Stars like the sun die not with a bang, but a whimper. They slowly bloat into red bags of gas, too large to hold onto themselves. They lose wisps of their outer atmospheres to space, and their cores collapse. Gravity crushes them into white dwarf stars, while their outer shells inflate and form luminous nebulas that can be seen from thousands of light years away.

But for some stars, there’s creation before oblivion. Toward the end of their lives, some stars might make new planets.

Planet-building is a task generally left to young stars, those that are only a few million years old and still surrounded by the gas and dust that gave birth to them. But astronomers using the Very Large Telescope just caught the first glimpse of a hot disc of dust around a very old, dying star.

The disc looks like a glowing ring left by a coffee mug, and capturing it was a major technical feat, involving four different telescopes. At the center of the ring is the main star in this binary system, which is currently a red giant on its way to becoming a white dwarf. The ring around it is dust and gas made of the star’s own remnants. There’s also a smaller, younger companion in this system, about as far from the main star as Mars is from our sun. That star is about the same age and size as the sun.

Hans Van Winckel and Michel Hillen of the University of Leuven in Belgium study multiple-star systems, and they chose this target, which is about 4,000 light years from Earth, because there were promising signs that it was surrounded by dust. Astronomers try to study these dusty discs in many stages of a star’s life to understand how planets form, Van Winckel says.

It turns out that the discs of this dying star and those of infant stars look very similar, despite being separated in time by billions of years. Just as with young stars, the ring starts at a safe distance—any closer, and the star’s radiation would blow tiny dust grains apart. The grains are about a millimeter across, pretty big for space dust. The VLT interferometer’s remarkable sensitivity allowed the research team to see the whole cloud. For comparison’s sake, the resolution is high enough that they’d be able to distinguish the size and shape of a quarter seen from a distance of 1,250 miles away, according to Jacques Kluska of the University of Exeter in the U.K.

For astronomers who look at the discs around young stars, the result is intriguing, says Lisa Prato, an astronomer at Lowell Observatory who focuses on infant sun-like stars.

“Planets are really robust. If they can form around a dead star, they can form around any kind of star, you would think, as long as you have the material,” she says.

It’s not totally clear how much material surrounds this star, but the grains have been forming for only about 1,000 years, according to Van Winckel. At this stage in the star’s life, things change very quickly, so there may not be enough time left for planets to coalesce before the star winks out. “The discs are probably not living long enough for real planets to be formed,” he says. “There is simply not enough time.”

But the time scales for planet formation are still hotly debated, so we shouldn’t rule it out yet. Astronomers could use the so-called wobble method to scrutinize the star and look for signs of any planets, Prato says.

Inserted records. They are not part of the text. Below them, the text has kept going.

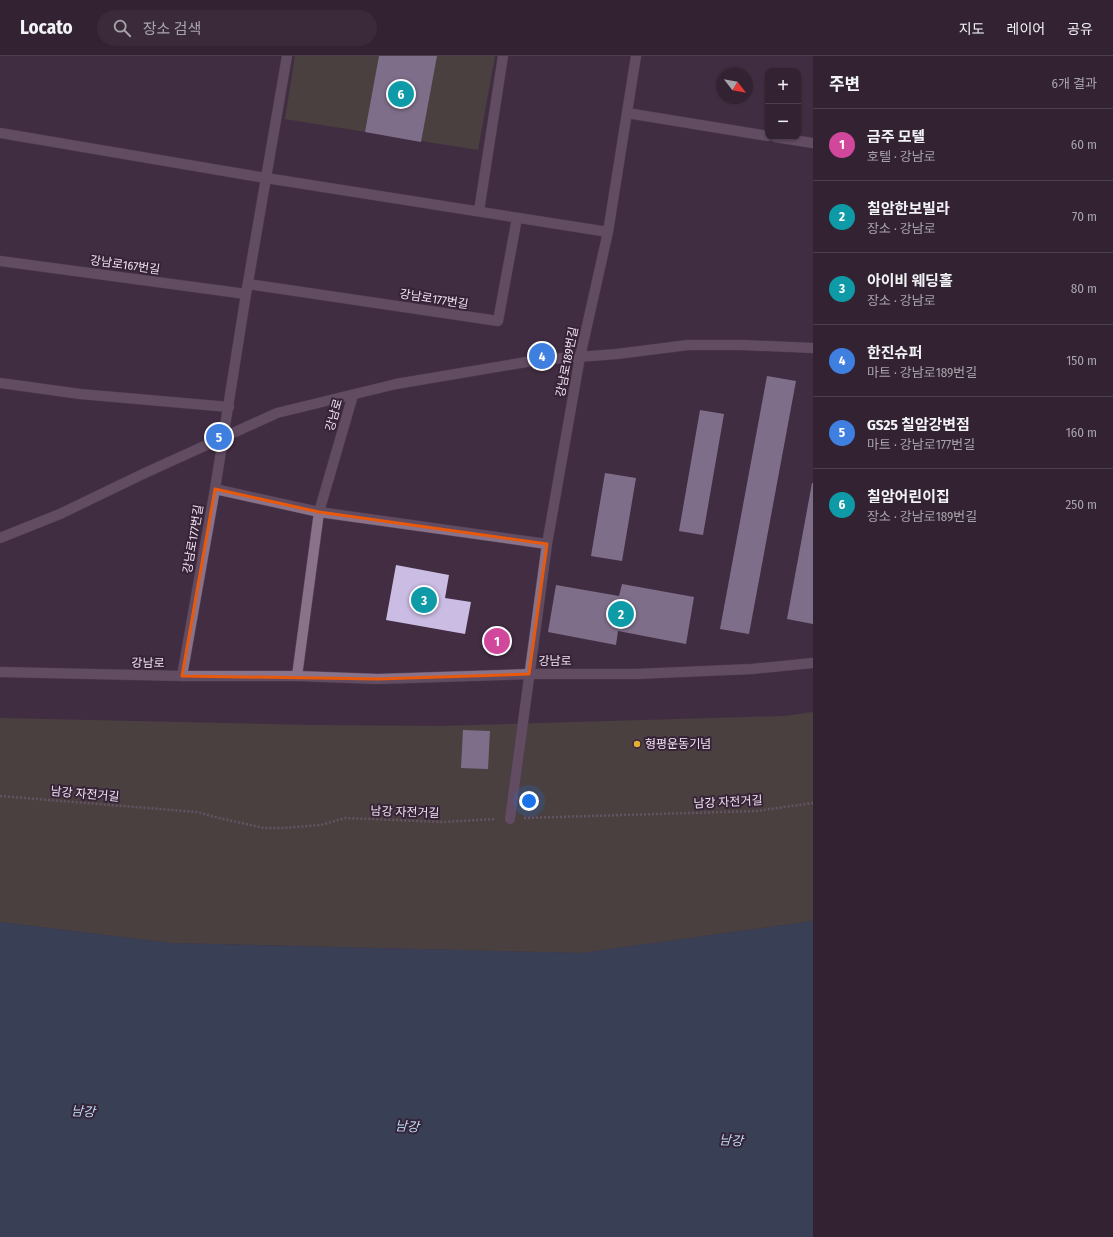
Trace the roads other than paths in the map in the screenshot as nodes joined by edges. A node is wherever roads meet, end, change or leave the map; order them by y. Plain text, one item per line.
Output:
1 (287, 56) edge
2 (503, 56) edge
3 (636, 56) edge
4 (627, 113) junction
5 (0, 132) edge
6 (765, 136) edge
7 (794, 140) edge
8 (813, 143) edge
9 (266, 178) junction
10 (479, 212) junction
11 (517, 218) junction
12 (608, 232) junction
13 (0, 261) edge
14 (247, 289) junction
15 (813, 348) edge
16 (580, 357) junction
17 (0, 383) edge
18 (353, 395) junction
19 (229, 407) junction
20 (222, 439) junction
21 (215, 489) junction
22 (320, 512) junction
23 (0, 538) edge
24 (547, 544) junction
25 (813, 663) edge
26 (0, 672) edge
27 (529, 674) junction
28 (182, 676) junction
29 (297, 676) junction
30 (510, 819) road end

1 - 9 street, 강남로177번길
2 - 10 street
3 - 4 street, 강남로189번길
4 - 6 street
4 - 12 street, 강남로189번길
5 - 9 street
7 - 8 street
9 - 10 street
9 - 14 street, 강남로177번길
10 - 11 street
11 - 12 street
11 - 14 street, 강남로177번길
12 - 16 street, 강남로189번길
13 - 14 street, 강남로167번길
14 - 19 street, 강남로177번길
15 - 16 street
16 - 18 street
16 - 24 street, 강남로189번길
17 - 19 street
18 - 20 street
18 - 22 street, 강남로
19 - 20 street, 강남로177번길
20 - 21 street, 강남로177번길
20 - 23 street
21 - 22 street
21 - 28 street, 강남로177번길
22 - 24 street
22 - 29 street, 강남로
24 - 27 street, 강남로189번길
25 - 27 street, 강남로
26 - 28 street, 강남로
27 - 29 street, 강남로
27 - 30 street, 강남로189번길
28 - 29 street, 강남로

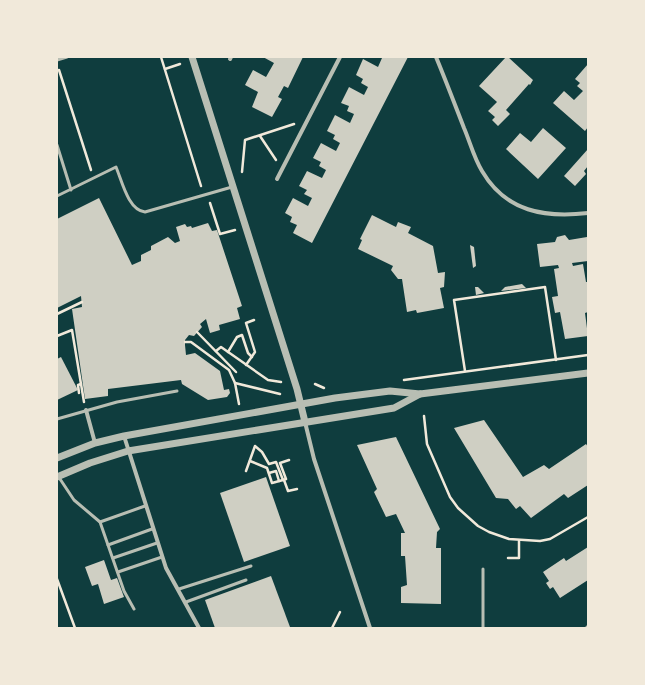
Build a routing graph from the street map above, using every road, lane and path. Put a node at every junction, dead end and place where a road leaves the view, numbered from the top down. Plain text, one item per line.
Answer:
1 (68, 57) edge
2 (161, 57) edge
3 (192, 57) edge
4 (340, 57) edge
5 (436, 57) edge
6 (57, 62) edge
7 (180, 64) dead end
8 (165, 69) junction
9 (308, 120) junction
10 (260, 136) junction
11 (57, 145) edge
12 (282, 169) junction
13 (242, 172) dead end
14 (93, 178) junction
15 (277, 179) dead end
16 (232, 187) junction
17 (70, 190) junction
18 (208, 194) junction
19 (57, 196) edge
20 (588, 213) edge
21 (237, 229) dead end
22 (82, 302) dead end
23 (57, 314) edge
24 (254, 320) dead end
25 (197, 332) dead end
26 (57, 335) edge
27 (185, 342) dead end
28 (216, 351) junction
29 (228, 352) junction
30 (588, 355) edge
31 (252, 357) junction
32 (556, 360) junction
33 (246, 365) junction
34 (236, 372) dead end
35 (465, 372) junction
36 (588, 373) edge
37 (402, 380) dead end
38 (281, 382) dead end
39 (235, 383) junction
40 (81, 384) junction
41 (315, 384) dead end
42 (327, 389) dead end
43 (177, 391) dead end
44 (79, 393) dead end
45 (280, 394) dead end
46 (420, 394) junction
47 (301, 405) junction
48 (239, 406) dead end
49 (86, 410) junction
50 (424, 416) dead end
51 (57, 418) edge
52 (305, 422) junction
53 (124, 436) junction
54 (95, 443) junction
55 (128, 451) junction
56 (57, 458) edge
57 (250, 460) junction
58 (289, 460) dead end
59 (246, 471) dead end
60 (269, 473) junction
61 (58, 477) edge
62 (282, 481) junction
63 (297, 489) dead end
64 (145, 506) junction
65 (588, 517) edge
66 (100, 522) junction
67 (152, 529) junction
68 (519, 541) junction
69 (157, 543) junction
70 (108, 545) junction
71 (162, 557) junction
72 (113, 558) junction
73 (508, 558) dead end
74 (251, 566) dead end
75 (483, 569) dead end
76 (118, 572) junction
77 (57, 579) edge
78 (246, 580) dead end
79 (178, 589) junction
80 (186, 602) junction
81 (134, 609) dead end
82 (340, 612) dead end
83 (75, 628) edge
84 (200, 628) edge
85 (332, 628) edge
86 (370, 628) edge
87 (483, 628) edge

1 - 6 lane
2 - 8 path
3 - 16 street
4 - 9 street
5 - 20 street
6 - 14 path
7 - 8 path
8 - 18 path
9 - 10 path
9 - 12 street
10 - 12 path
10 - 13 path
11 - 17 lane
12 - 15 street
14 - 17 lane
14 - 18 lane
16 - 18 lane
16 - 47 street
17 - 19 lane
18 - 21 path
22 - 23 path
24 - 31 path
25 - 28 path
26 - 40 path
27 - 39 path
28 - 29 path
28 - 34 path
29 - 31 path
29 - 33 path
30 - 32 path
31 - 33 path
32 - 35 path
32 - 35 path
33 - 38 path
35 - 37 path
36 - 46 street
39 - 45 path
39 - 48 path
40 - 44 path
40 - 49 path
41 - 42 path
43 - 49 lane
46 - 47 street
46 - 52 street
47 - 52 street
47 - 53 street
49 - 51 lane
49 - 54 street
50 - 68 path
52 - 55 street
52 - 86 street
53 - 54 street
53 - 55 street
54 - 56 street
55 - 61 street
55 - 64 street
57 - 59 path
57 - 60 path
57 - 62 path
58 - 62 path
60 - 62 path
60 - 62 path
61 - 66 lane
62 - 63 path
64 - 66 lane
64 - 67 street
65 - 68 path
66 - 70 lane
67 - 69 street
67 - 70 lane
68 - 73 path
69 - 71 street
69 - 72 lane
70 - 72 lane
71 - 76 lane
71 - 79 street
72 - 76 lane
74 - 79 lane
75 - 87 lane
76 - 81 lane
77 - 83 path
78 - 80 lane
79 - 80 street
80 - 84 street
82 - 85 path

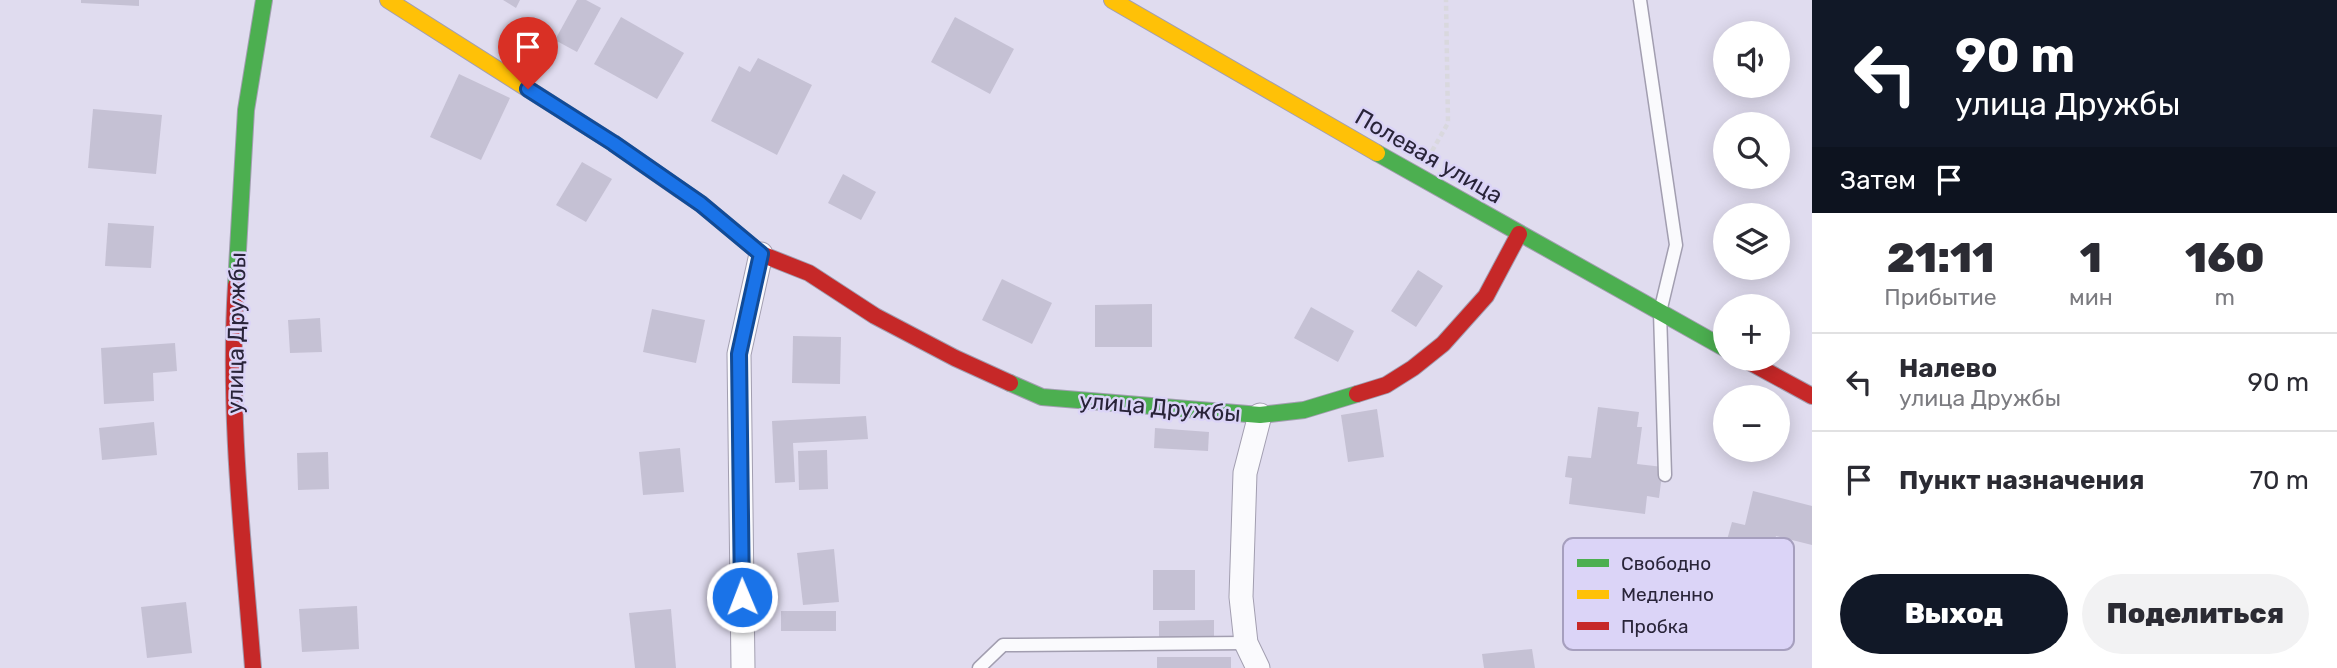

Does that mean the sun might sprout new planets in its death throes? Probably not, Prato says. The sun’s fate is to become a cool white dwarf, surrounded by a wispy halo of diffuse gas.

“It will cool off over many, many years and just die. I don’t think there’s enough material that will come off a star the mass of our sun to make any kind of disc, or any kind of system that you could form a new generation of planets,” Prato says. “I think we’re it.”